■ **Brief**: Across the entries, how many lines have the string "Космонавтов" in them? Reply with only a number.

----- Source material -----

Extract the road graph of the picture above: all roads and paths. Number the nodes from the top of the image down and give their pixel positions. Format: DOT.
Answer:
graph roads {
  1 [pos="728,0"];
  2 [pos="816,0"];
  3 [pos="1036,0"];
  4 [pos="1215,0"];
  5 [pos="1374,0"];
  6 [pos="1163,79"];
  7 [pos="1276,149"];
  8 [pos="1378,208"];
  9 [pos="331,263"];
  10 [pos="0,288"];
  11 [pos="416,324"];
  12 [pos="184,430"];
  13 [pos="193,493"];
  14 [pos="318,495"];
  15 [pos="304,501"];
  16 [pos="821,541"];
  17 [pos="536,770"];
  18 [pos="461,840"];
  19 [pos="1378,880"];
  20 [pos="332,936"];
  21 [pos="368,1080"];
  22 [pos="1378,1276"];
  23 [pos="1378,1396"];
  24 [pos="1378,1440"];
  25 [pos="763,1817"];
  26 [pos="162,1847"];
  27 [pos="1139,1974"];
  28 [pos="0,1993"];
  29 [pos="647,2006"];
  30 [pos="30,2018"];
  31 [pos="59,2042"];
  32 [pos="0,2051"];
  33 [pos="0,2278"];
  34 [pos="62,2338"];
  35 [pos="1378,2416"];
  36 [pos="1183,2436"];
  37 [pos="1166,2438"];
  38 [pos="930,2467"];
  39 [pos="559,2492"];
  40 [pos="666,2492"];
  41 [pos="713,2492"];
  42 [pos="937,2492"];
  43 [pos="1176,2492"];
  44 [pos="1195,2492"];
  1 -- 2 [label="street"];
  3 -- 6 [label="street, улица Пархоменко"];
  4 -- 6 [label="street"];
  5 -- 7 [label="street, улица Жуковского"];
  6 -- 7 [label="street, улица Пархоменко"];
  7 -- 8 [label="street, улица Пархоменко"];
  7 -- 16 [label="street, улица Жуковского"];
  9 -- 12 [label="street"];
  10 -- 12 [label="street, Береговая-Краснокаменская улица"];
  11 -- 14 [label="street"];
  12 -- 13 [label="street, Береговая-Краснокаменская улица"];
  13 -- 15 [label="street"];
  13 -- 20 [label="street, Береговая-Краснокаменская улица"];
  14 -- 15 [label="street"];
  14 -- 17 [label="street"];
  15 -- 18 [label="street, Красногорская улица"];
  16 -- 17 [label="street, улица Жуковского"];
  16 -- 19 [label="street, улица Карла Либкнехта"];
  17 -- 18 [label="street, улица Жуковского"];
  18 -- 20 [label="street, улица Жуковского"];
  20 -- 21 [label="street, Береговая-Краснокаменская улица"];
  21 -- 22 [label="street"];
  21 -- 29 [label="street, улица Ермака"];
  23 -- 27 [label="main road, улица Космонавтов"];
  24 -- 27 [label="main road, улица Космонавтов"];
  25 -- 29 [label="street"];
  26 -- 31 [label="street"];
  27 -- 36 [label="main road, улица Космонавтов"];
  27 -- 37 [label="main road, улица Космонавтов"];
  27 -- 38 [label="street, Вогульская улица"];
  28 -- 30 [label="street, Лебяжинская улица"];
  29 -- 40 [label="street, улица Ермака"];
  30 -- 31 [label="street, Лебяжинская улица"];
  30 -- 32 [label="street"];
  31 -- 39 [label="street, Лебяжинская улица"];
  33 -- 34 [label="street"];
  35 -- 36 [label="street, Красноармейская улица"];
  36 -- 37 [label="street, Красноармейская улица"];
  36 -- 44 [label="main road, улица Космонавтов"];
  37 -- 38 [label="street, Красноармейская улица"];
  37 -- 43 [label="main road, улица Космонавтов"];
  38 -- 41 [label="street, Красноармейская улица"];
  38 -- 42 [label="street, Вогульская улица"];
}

-----

■ **Output for this exercise**: 6